[Opening Supplied records section]

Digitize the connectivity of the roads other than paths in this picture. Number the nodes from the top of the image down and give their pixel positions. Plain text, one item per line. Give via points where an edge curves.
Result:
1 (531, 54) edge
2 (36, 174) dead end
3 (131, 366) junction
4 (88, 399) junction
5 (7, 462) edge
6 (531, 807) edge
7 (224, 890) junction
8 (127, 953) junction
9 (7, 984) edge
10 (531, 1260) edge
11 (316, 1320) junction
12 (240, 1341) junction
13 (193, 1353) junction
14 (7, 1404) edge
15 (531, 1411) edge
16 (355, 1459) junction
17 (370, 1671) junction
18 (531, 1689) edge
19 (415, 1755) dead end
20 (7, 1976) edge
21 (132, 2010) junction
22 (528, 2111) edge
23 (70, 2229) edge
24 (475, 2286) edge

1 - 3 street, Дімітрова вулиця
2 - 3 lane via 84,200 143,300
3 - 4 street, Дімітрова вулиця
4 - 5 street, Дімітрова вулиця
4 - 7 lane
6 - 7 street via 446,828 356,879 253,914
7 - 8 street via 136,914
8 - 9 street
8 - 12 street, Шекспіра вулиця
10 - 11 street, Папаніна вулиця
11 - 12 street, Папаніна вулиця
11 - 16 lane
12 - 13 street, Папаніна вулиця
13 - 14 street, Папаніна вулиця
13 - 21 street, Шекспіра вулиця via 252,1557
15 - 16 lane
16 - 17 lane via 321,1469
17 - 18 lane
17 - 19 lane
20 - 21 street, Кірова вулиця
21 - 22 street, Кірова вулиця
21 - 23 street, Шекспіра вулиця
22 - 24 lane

[Closing Supplied records section]

**Work to be completed**:
Return all of the entries exactly as they were supplied.

**Task solution**:
Digitize the connectivity of the roads other than paths in this picture. Number the nodes from the top of the image down and give their pixel positions. Plain text, one item per line. Give via points where an edge curves.
Result:
1 (531, 54) edge
2 (36, 174) dead end
3 (131, 366) junction
4 (88, 399) junction
5 (7, 462) edge
6 (531, 807) edge
7 (224, 890) junction
8 (127, 953) junction
9 (7, 984) edge
10 (531, 1260) edge
11 (316, 1320) junction
12 (240, 1341) junction
13 (193, 1353) junction
14 (7, 1404) edge
15 (531, 1411) edge
16 (355, 1459) junction
17 (370, 1671) junction
18 (531, 1689) edge
19 (415, 1755) dead end
20 (7, 1976) edge
21 (132, 2010) junction
22 (528, 2111) edge
23 (70, 2229) edge
24 (475, 2286) edge

1 - 3 street, Дімітрова вулиця
2 - 3 lane via 84,200 143,300
3 - 4 street, Дімітрова вулиця
4 - 5 street, Дімітрова вулиця
4 - 7 lane
6 - 7 street via 446,828 356,879 253,914
7 - 8 street via 136,914
8 - 9 street
8 - 12 street, Шекспіра вулиця
10 - 11 street, Папаніна вулиця
11 - 12 street, Папаніна вулиця
11 - 16 lane
12 - 13 street, Папаніна вулиця
13 - 14 street, Папаніна вулиця
13 - 21 street, Шекспіра вулиця via 252,1557
15 - 16 lane
16 - 17 lane via 321,1469
17 - 18 lane
17 - 19 lane
20 - 21 street, Кірова вулиця
21 - 22 street, Кірова вулиця
21 - 23 street, Шекспіра вулиця
22 - 24 lane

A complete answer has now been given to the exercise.